▸ ENTRIES PROVIDED
══════════════════════════════

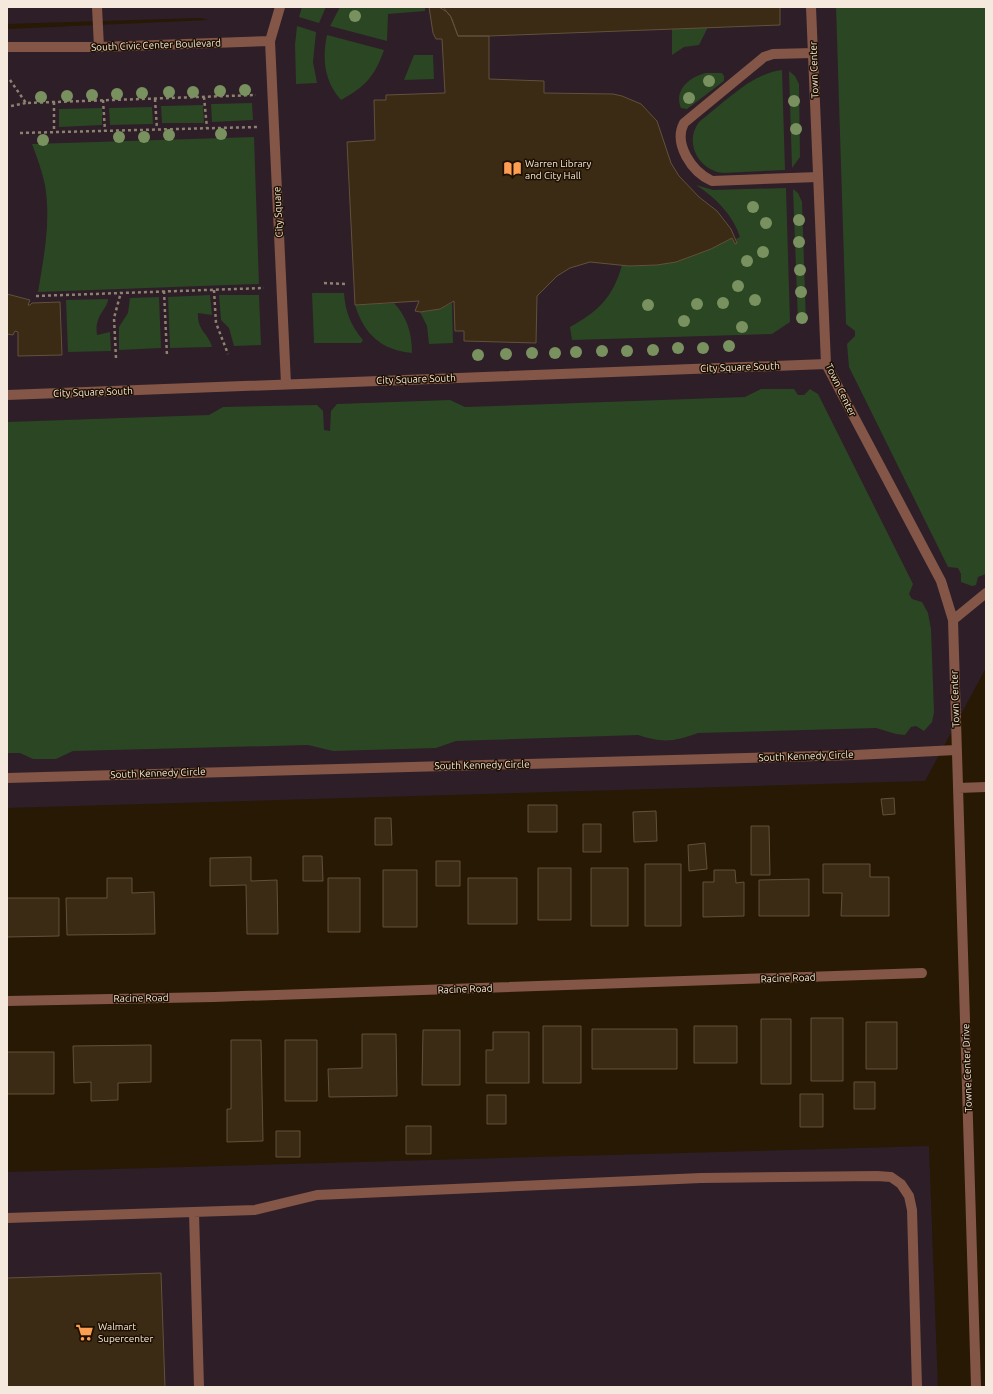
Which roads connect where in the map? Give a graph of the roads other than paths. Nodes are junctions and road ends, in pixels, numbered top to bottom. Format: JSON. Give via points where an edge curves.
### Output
{"nodes":[{"id":1,"x":98,"y":7,"type":"edge"},
{"id":2,"x":280,"y":7,"type":"edge"},
{"id":3,"x":811,"y":7,"type":"edge"},
{"id":4,"x":270,"y":41,"type":"junction"},
{"id":5,"x":7,"y":47,"type":"edge"},
{"id":6,"x":99,"y":47,"type":"junction"},
{"id":7,"x":813,"y":53,"type":"junction"},
{"id":8,"x":818,"y":177,"type":"junction"},
{"id":9,"x":826,"y":364,"type":"junction"},
{"id":10,"x":286,"y":384,"type":"junction"},
{"id":11,"x":7,"y":395,"type":"edge"},
{"id":12,"x":986,"y":593,"type":"edge"},
{"id":13,"x":953,"y":620,"type":"junction"},
{"id":14,"x":956,"y":750,"type":"junction"},
{"id":15,"x":7,"y":778,"type":"edge"},
{"id":16,"x":986,"y":787,"type":"edge"},
{"id":17,"x":958,"y":788,"type":"junction"},
{"id":18,"x":922,"y":973,"type":"dead end"},
{"id":19,"x":7,"y":1001,"type":"edge"},
{"id":20,"x":194,"y":1213,"type":"junction"},
{"id":21,"x":7,"y":1218,"type":"edge"},
{"id":22,"x":199,"y":1387,"type":"edge"},
{"id":23,"x":917,"y":1387,"type":"edge"},
{"id":24,"x":976,"y":1387,"type":"edge"}],
"edges":[{"from":1,"to":6,"type":"street"},
{"from":2,"to":4,"type":"street"},
{"from":3,"to":7,"type":"street","name":"Town Center"},
{"from":4,"to":6,"type":"street","name":"South Civic Center Boulevard"},
{"from":4,"to":10,"type":"street","name":"City Square"},
{"from":5,"to":6,"type":"street","name":"South Civic Center Boulevard"},
{"from":7,"to":8,"type":"street","name":"Town Center"},
{"from":7,"to":8,"type":"street","via":[[773,54],[759,60],[684,123],[680,137],[681,146],[695,169],[712,181]]},
{"from":8,"to":9,"type":"street","name":"Town Center"},
{"from":9,"to":10,"type":"street","name":"City Square South"},
{"from":9,"to":13,"type":"street","name":"Town Center","via":[[941,581]]},
{"from":10,"to":11,"type":"street","name":"City Square South"},
{"from":12,"to":13,"type":"street"},
{"from":13,"to":14,"type":"street","name":"Town Center"},
{"from":14,"to":15,"type":"street","name":"South Kennedy Circle","via":[[839,756]]},
{"from":14,"to":17,"type":"street","name":"Towne Center Drive"},
{"from":16,"to":17,"type":"street"},
{"from":17,"to":24,"type":"street","name":"Towne Center Drive"},
{"from":18,"to":19,"type":"street","name":"Racine Road","via":[[214,997]]},
{"from":20,"to":21,"type":"street"},
{"from":20,"to":22,"type":"street"},
{"from":20,"to":23,"type":"street","via":[[255,1210],[316,1194],[701,1178],[891,1177],[901,1184],[909,1196],[912,1210]]}]}
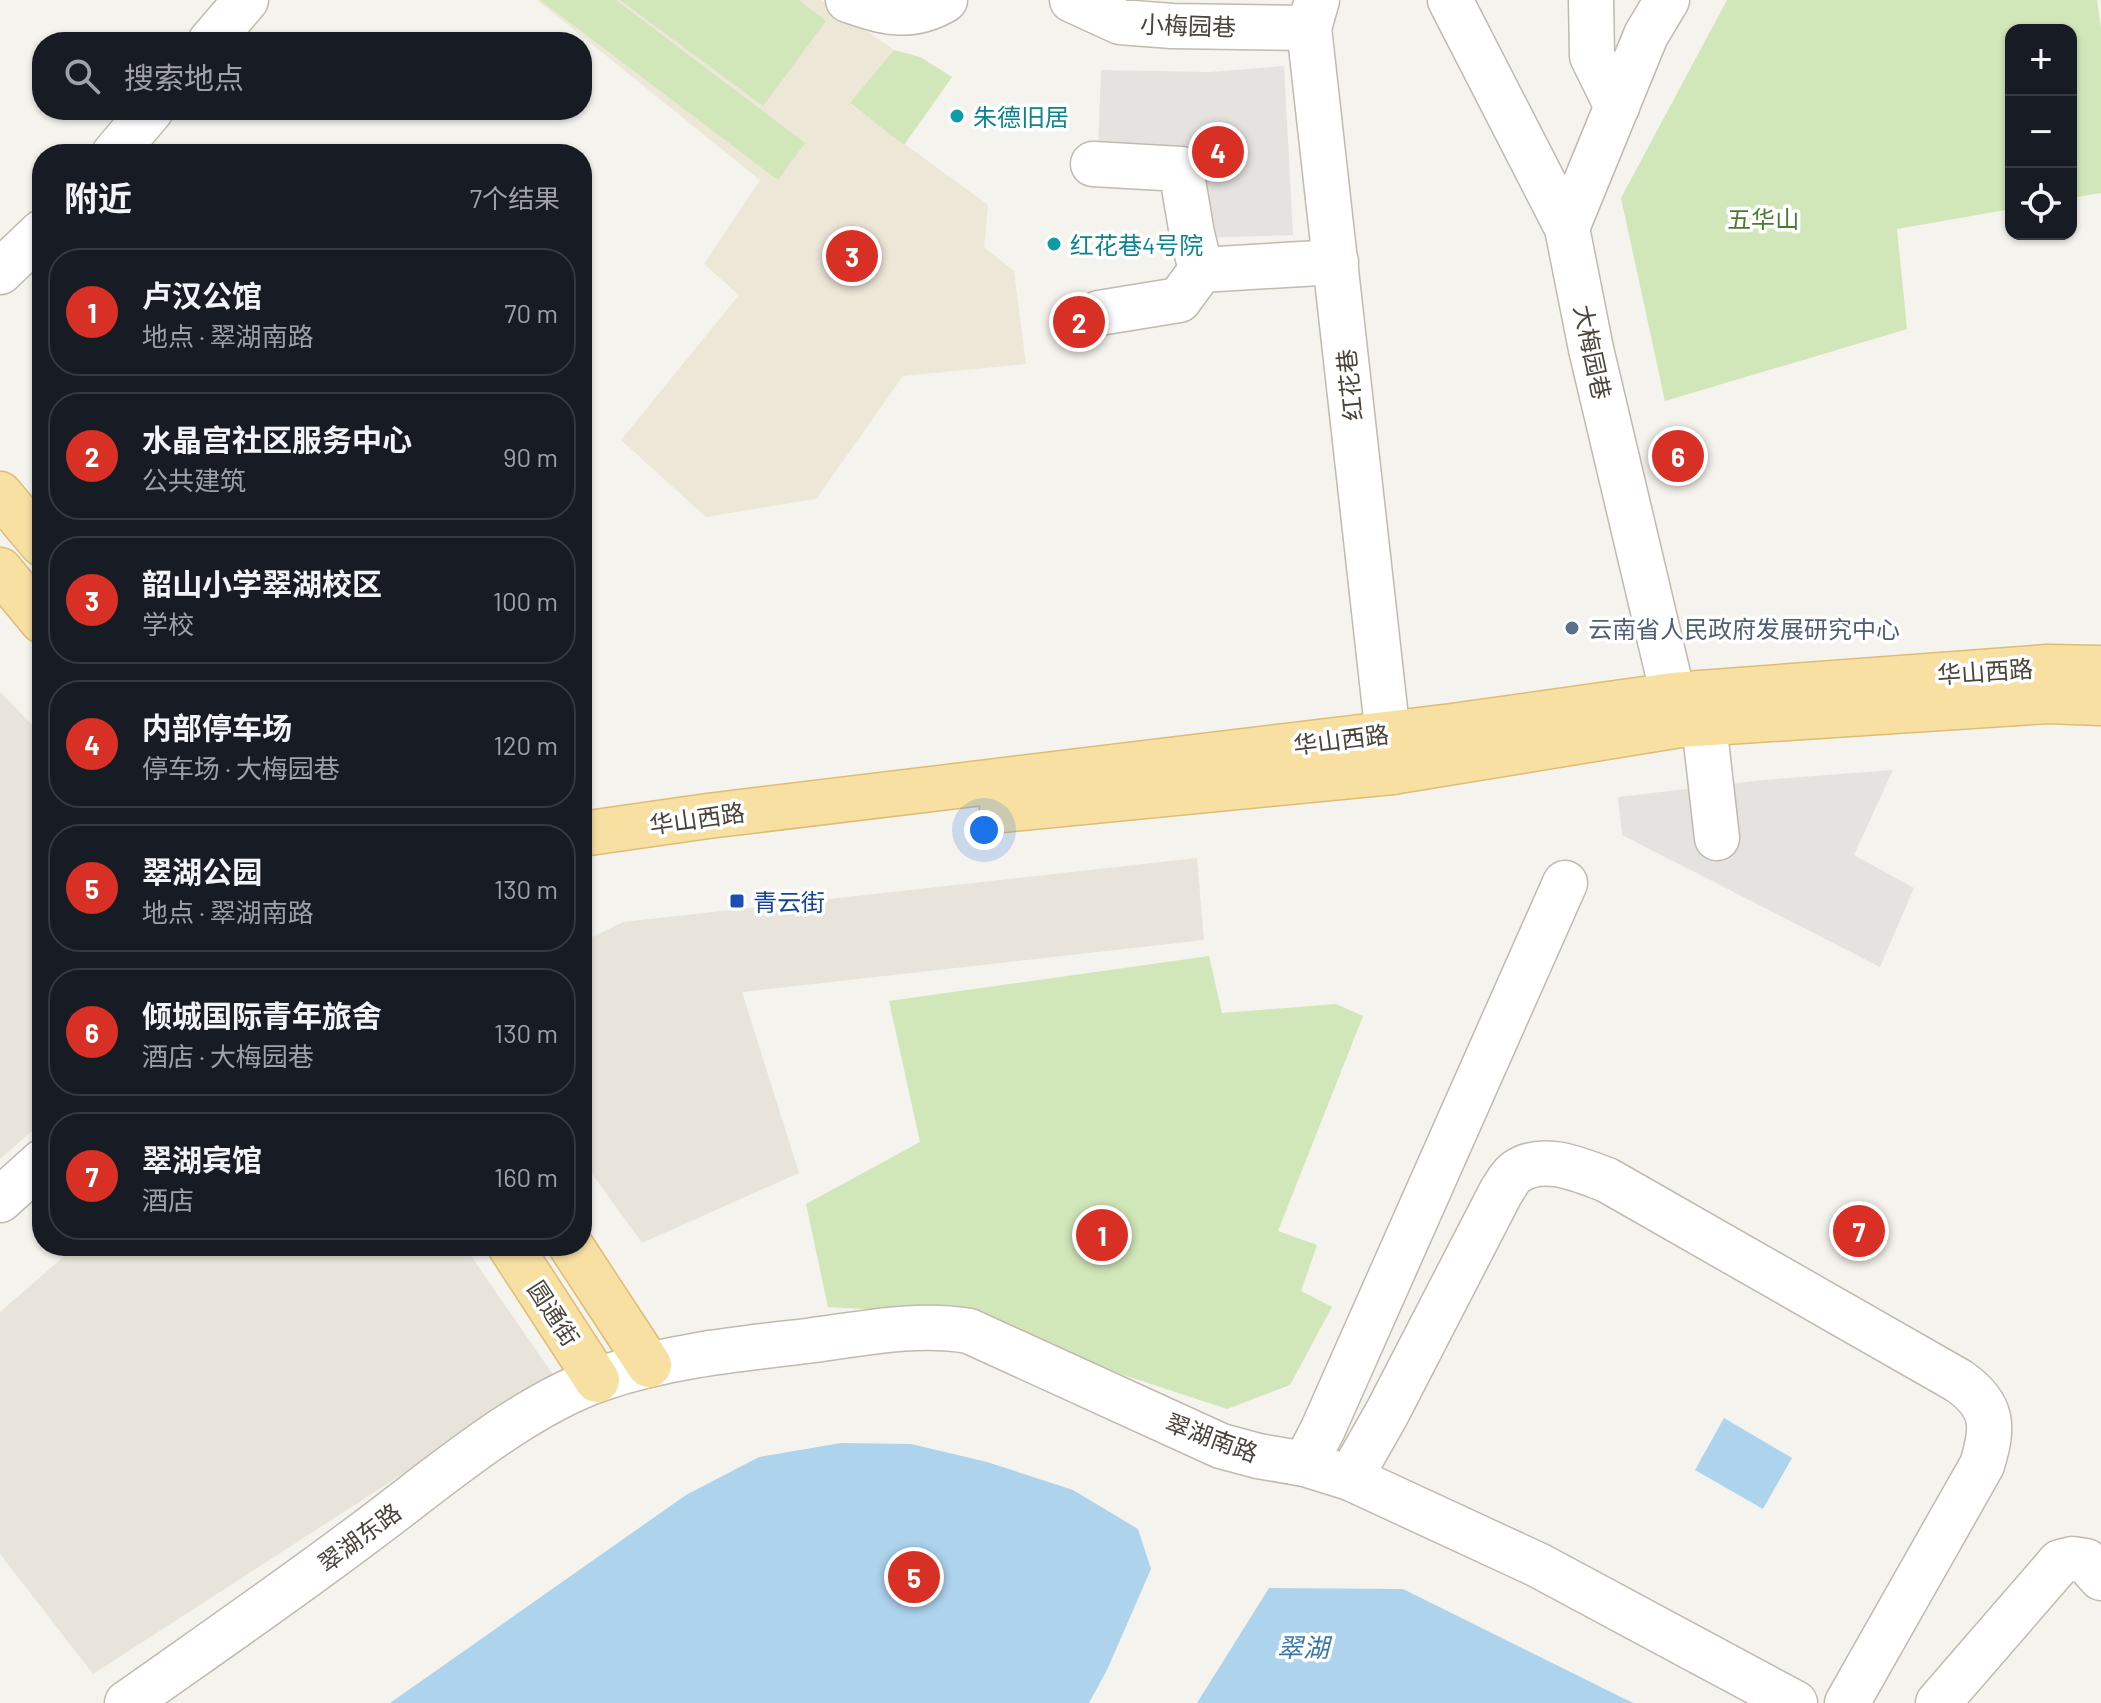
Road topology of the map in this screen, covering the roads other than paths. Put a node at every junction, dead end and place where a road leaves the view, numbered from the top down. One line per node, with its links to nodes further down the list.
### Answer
1 (246, 0): 9 (street)
2 (848, 0): 3 (street)
3 (945, 0)
4 (1072, 0): 7 (street, 小梅园巷)
5 (1450, 0): 14 (street, 大梅园巷)
6 (1591, 0): 10 (street)
7 (1313, 14): 16 (street, 红花巷)
8 (1657, 18): 10 (street)
9 (219, 32)
10 (1617, 107): 14 (street)
11 (143, 120): 12 (street)
12 (122, 144)
13 (1093, 164): 17 (street)
14 (1567, 228): 26 (street, 大梅园巷)
15 (32, 242): 18 (street)
16 (1336, 262): 17 (street); 27 (street, 红花巷)
17 (1201, 270): 19 (street)
18 (0, 272)
19 (1099, 313)
20 (0, 494): 21 (main road)
21 (32, 532)
22 (0, 570): 23 (main road)
23 (32, 609)
24 (2101, 668): 26 (main road, 华山西路)
25 (2101, 703): 26 (main road, 华山西路)
26 (1686, 715): 27 (main road, 华山西路); 29 (street, 大梅园巷)
27 (1390, 752): 28 (main road, 华山西路); 30 (main road, 华山西路)
28 (592, 833)
29 (1717, 838)
30 (592, 859)
31 (1565, 883): 40 (street)
32 (32, 1141): 33 (street)
33 (0, 1169)
34 (32, 1171): 35 (street)
35 (0, 1200)
36 (516, 1256): 39 (main road, 圆通街)
37 (578, 1256): 38 (main road)
38 (649, 1365): 39 (street, 翠湖南路); 40 (street, 翠湖南路)
39 (597, 1380): 43 (street, 翠湖东路)
40 (1305, 1464): 41 (street, 翠湖南路)
41 (1350, 1478): 44 (street, 翠湖南路); 45 (street)
42 (2101, 1578): 46 (street)
43 (127, 1703)
44 (1795, 1703)
45 (1847, 1703)
46 (1938, 1703)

══════════════════════════════

▸ PROBLEM TO SOLVE
Find the lines of the listing above that hold "than". Please copy them.

▸ FINISHED EXERCISE
Which roads connect where in the map? Give a graph of the roads other than paths. Nodes are junctions and road ends, in pixels, numbered top to bottom. Format: JSON. Give via points where an edge curves.
Road topology of the map in this screen, covering the roads other than paths. Put a node at every junction, dead end and place where a road leaves the view, numbered from the top down. One line per node, with its links to nodes further down the list.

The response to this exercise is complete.